Your goal — Reproduce word for word the lines from the beginning of the entries to the line with "ring mcp: (1, 242)", both included, but none of the pictures.

Data records —
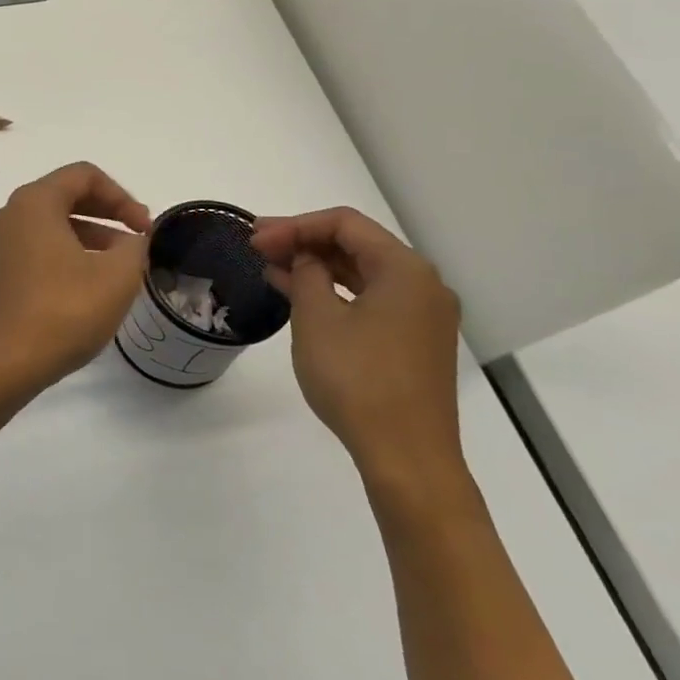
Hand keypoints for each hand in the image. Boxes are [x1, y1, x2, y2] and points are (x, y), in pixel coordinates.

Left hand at [0, 162, 151, 396]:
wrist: (4, 362)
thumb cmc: (63, 311)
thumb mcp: (117, 276)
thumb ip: (135, 246)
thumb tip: (133, 239)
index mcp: (35, 202)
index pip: (84, 175)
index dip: (122, 196)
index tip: (144, 228)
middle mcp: (12, 213)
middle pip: (67, 195)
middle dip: (108, 213)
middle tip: (137, 240)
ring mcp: (1, 242)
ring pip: (54, 223)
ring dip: (92, 235)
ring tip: (121, 266)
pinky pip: (40, 246)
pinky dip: (69, 253)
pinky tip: (90, 284)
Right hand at [248, 208, 464, 496]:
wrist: (406, 455)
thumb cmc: (357, 378)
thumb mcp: (317, 318)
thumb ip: (306, 275)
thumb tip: (304, 258)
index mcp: (405, 270)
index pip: (345, 224)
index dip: (295, 225)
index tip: (256, 239)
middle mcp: (423, 284)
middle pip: (358, 244)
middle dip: (305, 241)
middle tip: (258, 246)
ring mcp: (422, 315)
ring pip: (363, 272)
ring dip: (317, 266)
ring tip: (271, 267)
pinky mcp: (414, 341)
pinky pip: (371, 299)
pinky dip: (335, 291)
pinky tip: (300, 295)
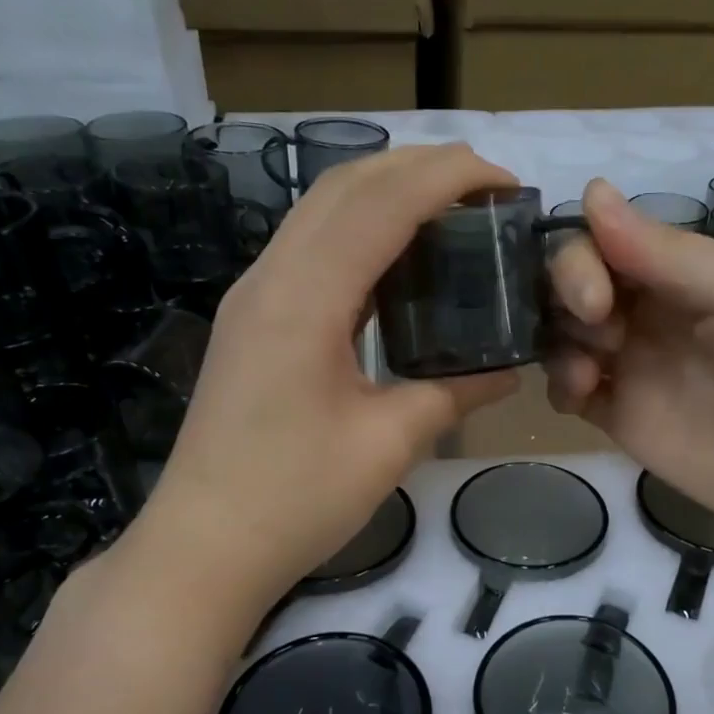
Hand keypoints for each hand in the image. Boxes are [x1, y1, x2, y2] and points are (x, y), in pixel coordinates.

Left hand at [125, 145, 536, 611]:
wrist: (204, 546)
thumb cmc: (296, 500)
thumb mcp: (389, 444)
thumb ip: (453, 392)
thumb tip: (509, 370)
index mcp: (304, 298)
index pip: (383, 202)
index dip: (449, 176)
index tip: (508, 184)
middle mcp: (271, 278)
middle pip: (344, 185)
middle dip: (418, 167)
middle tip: (487, 190)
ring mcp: (253, 297)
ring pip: (321, 211)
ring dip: (386, 193)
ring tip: (451, 212)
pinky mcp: (252, 322)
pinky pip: (310, 250)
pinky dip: (360, 233)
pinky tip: (398, 262)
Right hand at [544, 180, 713, 542]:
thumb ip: (664, 251)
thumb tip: (591, 191)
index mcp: (679, 273)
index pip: (603, 242)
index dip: (582, 259)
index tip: (596, 295)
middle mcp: (646, 312)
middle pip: (573, 284)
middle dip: (568, 296)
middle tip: (601, 328)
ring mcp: (629, 366)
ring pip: (561, 334)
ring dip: (559, 342)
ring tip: (590, 375)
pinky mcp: (618, 417)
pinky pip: (566, 390)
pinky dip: (559, 386)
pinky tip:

Answer to the problem —
Hand keypoints for each hand in the image. Boxes are [x1, y1, x2, y2] and points are (x, y), in pixel coordinates.

Left hand at [0, 162, 151, 396]:
wrist: (4, 362)
thumb cmc: (63, 311)
thumb mcp: (117, 276)
thumb ip: (135, 246)
thumb tip: (133, 239)
index mcp: (35, 202)
index pip: (84, 175)
index dip: (122, 196)
index tip: (144, 228)
middle mcp: (12, 213)
middle pip: (67, 195)
middle dip: (108, 213)
middle tip: (137, 240)
ring mcp: (1, 242)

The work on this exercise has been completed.